Serialization rules:

  • Encode the seed as UTF-8.
  • Join the four values with a single line feed character, U+000A.
  • Use each field exactly as normalized, with no leading or trailing whitespace.
  • End the seed after normalization_version, with no final trailing line feed.
  • Use the registry key fields themselves; labels, URIs, aliases, and external identifiers belong in metadata or mappings.
  • Each field MUST already be normalized by its owning profile before UUID generation.

work_key and citation_system_key are flat, opaque registry keys. Treat the whole string as the identifier when validating records, generating UUIDs, and constructing TextRefs URIs.

Keys MUST match this regular expression:

^[a-z0-9][a-z0-9._-]*$

Keys therefore MUST start with a lowercase letter or digit and contain only ASCII lowercase letters, ASCII digits, ., _, and -.

The canonical Work URI is https://textrefs.org/id/work/{work_key}. The canonical CitationSystem URI is https://textrefs.org/id/system/{citation_system_key}. In both cases the key occupies exactly one URI path segment.

Deterministic identifiers depend on byte-identical seed strings. Before validation and UUID generation:

  • work_key and citation_system_key MUST follow the flat key syntax above.
  • locator MUST be normalized to Unicode NFC.
  • locator MUST NOT contain leading or trailing whitespace, control characters, or internal whitespace unless the citation-system profile explicitly allows it.
  • Implementations MUST NOT apply NFKC, case folding, digit folding, punctuation folding, transliteration, or script conversion unless the citation-system profile explicitly defines that rule.
  • Profiles for mixed-script locators MUST state the allowed scripts and enforce them through locator_regex.
  • Any change to locator normalization that can change a normalized locator MUST change the citation system’s normalization_version.

The seed bytes used for UUID v5 generation are ASCII-restricted (keys) and NFC-normalized UTF-8 (locators). This is independent of whether downstream TextRefs identifiers are expressed as URIs (RFC 3986) or IRIs (RFC 3987).

Input tuple:

work_key = plato.respublica
citation_system_key = stephanus
locator = 514a
normalization_version = 1.0.0

Seed string:

plato.respublica
stephanus
514a
1.0.0

Result:

c9e0b270-39de-503c-a231-33d8ae4503b4

Canonical URI:

https://textrefs.org/id/ref/c9e0b270-39de-503c-a231-33d8ae4503b4

MappingAssertion identifiers are also deterministic UUID v5, derived from the assertion’s content so that recompiling the same source produces a byte-identical record.

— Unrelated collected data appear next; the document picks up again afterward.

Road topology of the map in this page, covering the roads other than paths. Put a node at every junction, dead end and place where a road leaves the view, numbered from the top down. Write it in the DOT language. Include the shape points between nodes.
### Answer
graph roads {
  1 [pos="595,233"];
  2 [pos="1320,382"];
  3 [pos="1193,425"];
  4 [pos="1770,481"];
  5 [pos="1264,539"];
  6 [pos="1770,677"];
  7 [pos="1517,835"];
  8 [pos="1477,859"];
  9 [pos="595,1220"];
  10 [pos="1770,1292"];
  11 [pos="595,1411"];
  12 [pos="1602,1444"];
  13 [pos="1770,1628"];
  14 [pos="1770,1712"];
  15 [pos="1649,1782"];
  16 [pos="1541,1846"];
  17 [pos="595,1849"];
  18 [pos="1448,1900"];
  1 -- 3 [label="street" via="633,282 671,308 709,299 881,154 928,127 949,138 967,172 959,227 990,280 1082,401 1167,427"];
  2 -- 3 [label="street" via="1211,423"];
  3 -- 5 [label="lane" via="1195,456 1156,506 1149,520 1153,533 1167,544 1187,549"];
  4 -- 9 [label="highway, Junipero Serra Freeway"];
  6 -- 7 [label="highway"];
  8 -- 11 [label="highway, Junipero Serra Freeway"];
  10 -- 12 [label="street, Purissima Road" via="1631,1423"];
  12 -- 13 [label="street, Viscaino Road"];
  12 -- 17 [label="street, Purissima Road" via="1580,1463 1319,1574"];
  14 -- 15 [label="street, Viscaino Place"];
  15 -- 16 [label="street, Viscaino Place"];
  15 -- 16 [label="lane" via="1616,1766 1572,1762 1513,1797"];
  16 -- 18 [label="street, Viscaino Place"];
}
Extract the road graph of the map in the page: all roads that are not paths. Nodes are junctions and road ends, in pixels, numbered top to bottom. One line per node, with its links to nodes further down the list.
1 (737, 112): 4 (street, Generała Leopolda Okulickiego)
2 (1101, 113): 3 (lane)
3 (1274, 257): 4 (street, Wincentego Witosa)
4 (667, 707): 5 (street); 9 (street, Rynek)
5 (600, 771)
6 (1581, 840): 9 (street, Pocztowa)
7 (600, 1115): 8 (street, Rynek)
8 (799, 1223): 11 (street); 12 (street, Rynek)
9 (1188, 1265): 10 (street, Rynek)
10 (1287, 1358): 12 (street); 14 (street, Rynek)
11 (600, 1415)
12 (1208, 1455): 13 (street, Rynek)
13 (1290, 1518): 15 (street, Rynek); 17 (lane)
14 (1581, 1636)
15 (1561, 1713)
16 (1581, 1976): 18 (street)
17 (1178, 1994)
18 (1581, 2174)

The mapping namespace UUID is:

f16bb214-4241-549d-ad41-7b011f02befb

This namespace is derived from uuidv5(uuid.NAMESPACE_DNS, "textrefs.org/mapping") and is frozen for v0.1.0-draft.

The seed string is the following three-field sequence, joined with single line feed characters and no trailing newline:

subject
relation
target.identifier

subject MUST be the canonical Work IRI (https://textrefs.org/id/work/{work_key}). relation MUST be the literal string exactMatch or closeMatch. target.identifier MUST be used as supplied by the source record, after any IRI normalization the source profile already applies. target.target_kind is a non-normative hint and does NOT enter the seed.

The canonical URI is https://textrefs.org/id/mapping/{uuid}.

Once a deterministic identifier is published, it is permanent. If a record is found to be wrong, it MUST be marked deprecated, withdrawn, or blocked; the original URI MUST remain dereferenceable as a tombstone.

See Specification §11 for the normative identifier policy.